**Work instruction:** For each line below that includes the word "than", make a copy.

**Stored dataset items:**
========
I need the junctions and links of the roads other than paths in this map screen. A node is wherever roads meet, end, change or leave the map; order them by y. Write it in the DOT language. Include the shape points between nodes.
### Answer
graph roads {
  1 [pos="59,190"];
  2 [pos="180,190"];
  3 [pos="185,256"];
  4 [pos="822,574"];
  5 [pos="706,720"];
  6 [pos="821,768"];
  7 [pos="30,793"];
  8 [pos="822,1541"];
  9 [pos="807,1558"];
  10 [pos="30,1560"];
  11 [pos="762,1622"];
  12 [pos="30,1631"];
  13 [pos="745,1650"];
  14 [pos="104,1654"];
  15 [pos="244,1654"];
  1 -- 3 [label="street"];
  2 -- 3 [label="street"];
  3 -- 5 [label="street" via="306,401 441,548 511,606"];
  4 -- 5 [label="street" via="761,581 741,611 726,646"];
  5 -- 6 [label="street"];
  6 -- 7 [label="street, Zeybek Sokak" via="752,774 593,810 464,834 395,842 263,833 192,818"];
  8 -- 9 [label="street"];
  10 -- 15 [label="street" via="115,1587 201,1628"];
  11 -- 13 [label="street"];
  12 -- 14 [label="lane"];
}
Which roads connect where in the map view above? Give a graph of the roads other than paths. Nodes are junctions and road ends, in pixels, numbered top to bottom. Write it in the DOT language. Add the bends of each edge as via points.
========
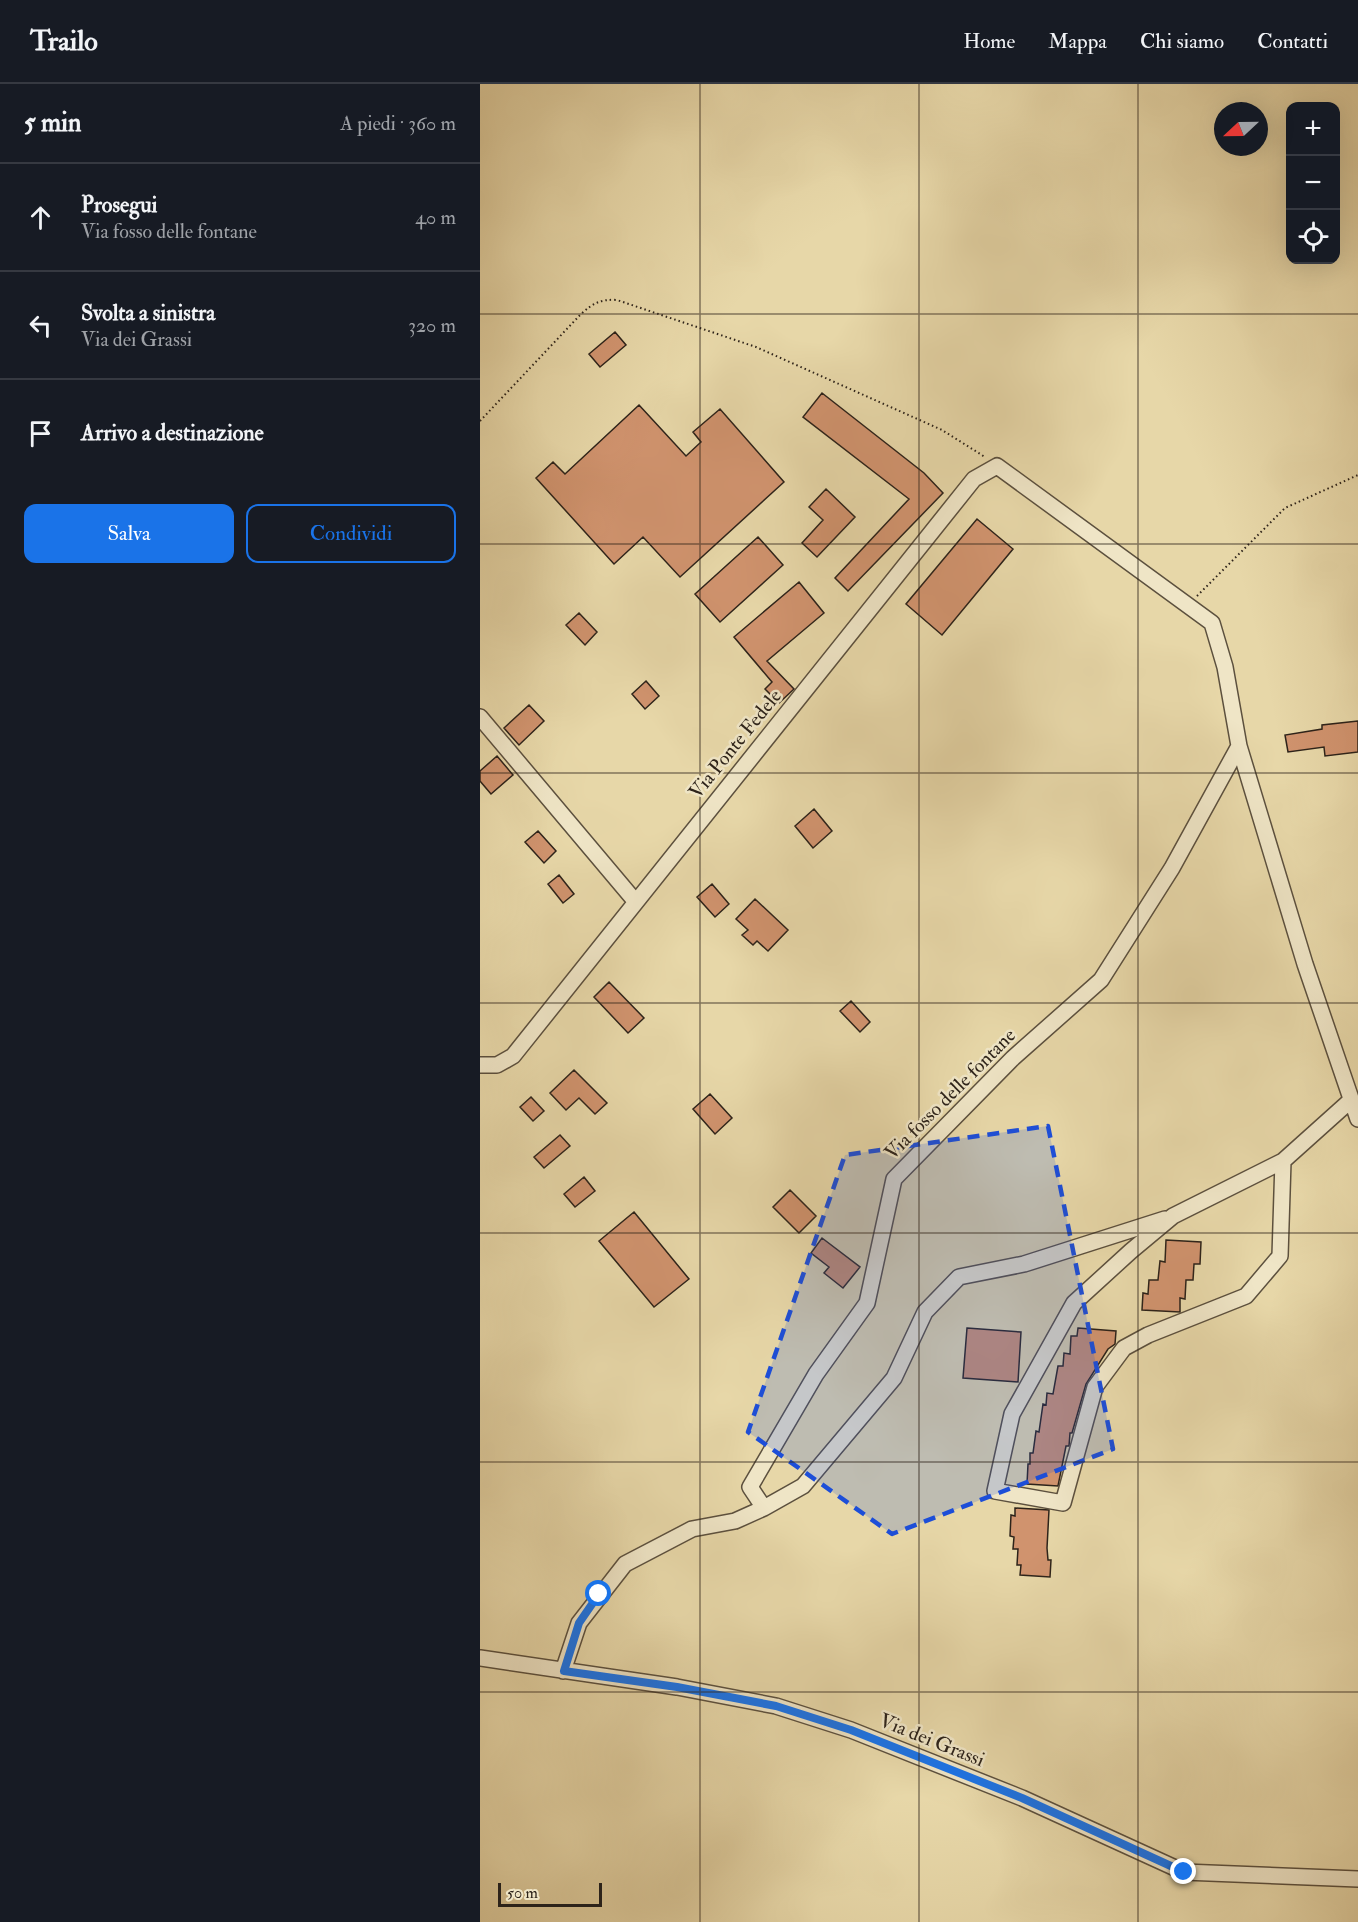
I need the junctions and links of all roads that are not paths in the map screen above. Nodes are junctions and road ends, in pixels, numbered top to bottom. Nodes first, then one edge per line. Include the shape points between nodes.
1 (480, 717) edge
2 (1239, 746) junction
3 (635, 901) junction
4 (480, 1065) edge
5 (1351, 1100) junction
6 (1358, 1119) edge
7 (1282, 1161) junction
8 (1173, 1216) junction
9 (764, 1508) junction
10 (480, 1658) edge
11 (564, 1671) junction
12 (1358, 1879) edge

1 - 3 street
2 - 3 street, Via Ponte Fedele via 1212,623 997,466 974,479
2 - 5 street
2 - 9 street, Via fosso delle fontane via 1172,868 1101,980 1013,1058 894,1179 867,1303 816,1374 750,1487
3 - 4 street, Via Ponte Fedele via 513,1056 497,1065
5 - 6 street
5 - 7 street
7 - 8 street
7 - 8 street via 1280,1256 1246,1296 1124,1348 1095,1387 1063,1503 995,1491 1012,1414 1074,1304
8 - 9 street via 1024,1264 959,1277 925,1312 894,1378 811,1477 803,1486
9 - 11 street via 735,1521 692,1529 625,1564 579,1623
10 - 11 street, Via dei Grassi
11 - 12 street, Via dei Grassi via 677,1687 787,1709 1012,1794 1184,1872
========
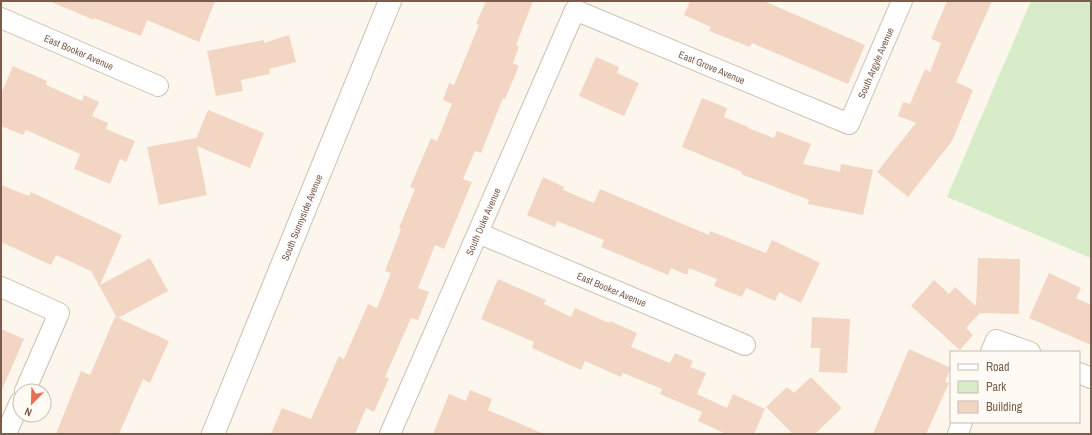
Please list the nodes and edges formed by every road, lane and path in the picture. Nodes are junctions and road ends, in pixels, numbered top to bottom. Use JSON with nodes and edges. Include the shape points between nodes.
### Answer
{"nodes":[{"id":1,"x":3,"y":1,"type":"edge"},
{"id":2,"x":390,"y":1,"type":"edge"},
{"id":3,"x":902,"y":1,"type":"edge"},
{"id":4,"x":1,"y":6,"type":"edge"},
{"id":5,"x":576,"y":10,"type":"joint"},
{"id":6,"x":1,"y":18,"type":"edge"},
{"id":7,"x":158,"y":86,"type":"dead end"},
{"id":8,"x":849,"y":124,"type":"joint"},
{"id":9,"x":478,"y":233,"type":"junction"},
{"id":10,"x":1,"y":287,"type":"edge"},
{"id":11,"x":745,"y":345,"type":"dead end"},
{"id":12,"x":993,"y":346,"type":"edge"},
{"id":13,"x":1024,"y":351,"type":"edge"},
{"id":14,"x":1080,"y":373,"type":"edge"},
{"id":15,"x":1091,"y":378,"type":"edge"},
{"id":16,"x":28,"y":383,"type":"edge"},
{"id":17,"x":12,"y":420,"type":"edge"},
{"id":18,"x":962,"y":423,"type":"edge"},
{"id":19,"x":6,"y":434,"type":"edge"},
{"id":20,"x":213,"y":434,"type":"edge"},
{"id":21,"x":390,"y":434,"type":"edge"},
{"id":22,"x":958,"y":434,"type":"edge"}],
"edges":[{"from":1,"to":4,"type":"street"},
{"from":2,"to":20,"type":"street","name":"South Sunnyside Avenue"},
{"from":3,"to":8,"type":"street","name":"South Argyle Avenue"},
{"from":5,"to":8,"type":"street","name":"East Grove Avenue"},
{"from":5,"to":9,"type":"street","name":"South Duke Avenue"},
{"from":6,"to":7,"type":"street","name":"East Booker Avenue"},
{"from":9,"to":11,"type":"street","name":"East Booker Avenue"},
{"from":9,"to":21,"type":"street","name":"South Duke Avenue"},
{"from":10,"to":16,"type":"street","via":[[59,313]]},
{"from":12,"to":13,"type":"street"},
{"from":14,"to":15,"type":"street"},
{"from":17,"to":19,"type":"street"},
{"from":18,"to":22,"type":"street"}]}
========
**Answer for the task:**
I need the junctions and links of the roads other than paths in this map screen. A node is wherever roads meet, end, change or leave the map; order them by y. Write it in the DOT language. Include the shape points between nodes.
Which roads connect where in the map view above? Give a graph of the roads other than paths. Nodes are junctions and road ends, in pixels, numbered top to bottom. Write it in the DOT language. Add the bends of each edge as via points.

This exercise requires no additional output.